## TASK TO CARRY OUT
Give the number of lines in these entries that contain the string "they", with no further comment.

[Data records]
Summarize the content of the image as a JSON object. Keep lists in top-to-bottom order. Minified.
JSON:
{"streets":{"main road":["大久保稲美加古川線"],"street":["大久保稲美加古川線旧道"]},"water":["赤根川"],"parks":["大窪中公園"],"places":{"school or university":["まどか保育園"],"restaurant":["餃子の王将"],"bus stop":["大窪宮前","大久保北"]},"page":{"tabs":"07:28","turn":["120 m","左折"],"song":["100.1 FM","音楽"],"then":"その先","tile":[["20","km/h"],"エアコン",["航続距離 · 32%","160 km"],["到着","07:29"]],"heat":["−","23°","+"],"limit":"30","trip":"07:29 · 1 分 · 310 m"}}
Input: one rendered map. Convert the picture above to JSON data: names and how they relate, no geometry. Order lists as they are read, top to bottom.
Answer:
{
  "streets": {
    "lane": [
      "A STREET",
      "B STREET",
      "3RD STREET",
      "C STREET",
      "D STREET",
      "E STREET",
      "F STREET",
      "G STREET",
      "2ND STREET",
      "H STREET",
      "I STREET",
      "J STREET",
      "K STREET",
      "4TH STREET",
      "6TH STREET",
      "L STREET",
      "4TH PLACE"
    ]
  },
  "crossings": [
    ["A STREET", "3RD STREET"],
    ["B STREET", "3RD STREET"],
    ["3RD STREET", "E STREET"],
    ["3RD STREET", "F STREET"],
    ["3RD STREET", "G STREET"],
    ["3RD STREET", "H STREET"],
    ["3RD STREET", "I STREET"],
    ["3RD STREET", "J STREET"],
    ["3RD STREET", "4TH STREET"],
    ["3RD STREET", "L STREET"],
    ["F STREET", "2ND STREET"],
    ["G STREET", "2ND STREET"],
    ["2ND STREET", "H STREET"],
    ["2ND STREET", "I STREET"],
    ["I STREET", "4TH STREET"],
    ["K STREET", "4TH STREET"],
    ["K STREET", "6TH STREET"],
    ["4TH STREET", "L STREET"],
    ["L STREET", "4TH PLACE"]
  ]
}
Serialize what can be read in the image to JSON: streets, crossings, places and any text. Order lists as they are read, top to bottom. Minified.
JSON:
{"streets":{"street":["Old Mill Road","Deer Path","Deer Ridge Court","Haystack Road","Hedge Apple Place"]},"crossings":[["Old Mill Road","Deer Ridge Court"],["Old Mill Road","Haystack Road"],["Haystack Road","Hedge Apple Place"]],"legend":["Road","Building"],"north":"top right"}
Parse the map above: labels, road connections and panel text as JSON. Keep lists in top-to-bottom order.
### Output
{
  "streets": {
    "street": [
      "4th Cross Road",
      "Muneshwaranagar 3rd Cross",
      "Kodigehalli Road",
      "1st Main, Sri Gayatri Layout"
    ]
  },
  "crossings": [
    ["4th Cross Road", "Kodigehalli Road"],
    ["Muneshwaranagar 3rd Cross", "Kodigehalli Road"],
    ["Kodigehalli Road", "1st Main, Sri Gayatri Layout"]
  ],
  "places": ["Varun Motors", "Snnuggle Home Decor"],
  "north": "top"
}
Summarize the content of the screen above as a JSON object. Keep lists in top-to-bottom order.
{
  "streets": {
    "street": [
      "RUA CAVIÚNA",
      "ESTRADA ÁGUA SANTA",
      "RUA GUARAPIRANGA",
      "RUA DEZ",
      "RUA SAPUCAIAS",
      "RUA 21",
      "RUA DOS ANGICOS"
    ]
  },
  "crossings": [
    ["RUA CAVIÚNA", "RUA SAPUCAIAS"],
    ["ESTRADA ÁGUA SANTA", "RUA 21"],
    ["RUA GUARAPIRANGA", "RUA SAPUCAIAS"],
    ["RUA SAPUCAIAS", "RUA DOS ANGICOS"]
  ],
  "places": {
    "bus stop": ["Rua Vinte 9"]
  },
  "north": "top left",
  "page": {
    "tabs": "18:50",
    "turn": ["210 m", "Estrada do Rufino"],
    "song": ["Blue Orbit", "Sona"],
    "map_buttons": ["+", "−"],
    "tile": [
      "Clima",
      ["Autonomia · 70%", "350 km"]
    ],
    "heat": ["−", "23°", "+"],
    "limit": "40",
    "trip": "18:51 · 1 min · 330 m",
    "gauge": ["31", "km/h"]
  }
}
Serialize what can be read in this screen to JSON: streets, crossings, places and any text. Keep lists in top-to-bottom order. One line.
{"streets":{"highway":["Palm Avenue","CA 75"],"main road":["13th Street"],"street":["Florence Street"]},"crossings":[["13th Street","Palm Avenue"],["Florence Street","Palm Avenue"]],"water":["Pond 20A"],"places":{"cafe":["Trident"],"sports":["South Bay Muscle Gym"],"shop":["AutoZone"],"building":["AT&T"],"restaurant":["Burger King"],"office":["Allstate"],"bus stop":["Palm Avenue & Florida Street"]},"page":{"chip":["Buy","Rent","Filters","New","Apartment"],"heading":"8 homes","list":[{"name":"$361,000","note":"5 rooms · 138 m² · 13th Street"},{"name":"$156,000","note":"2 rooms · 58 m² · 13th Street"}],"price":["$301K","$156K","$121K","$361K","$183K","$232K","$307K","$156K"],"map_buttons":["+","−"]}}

## EXPECTED ANSWER
2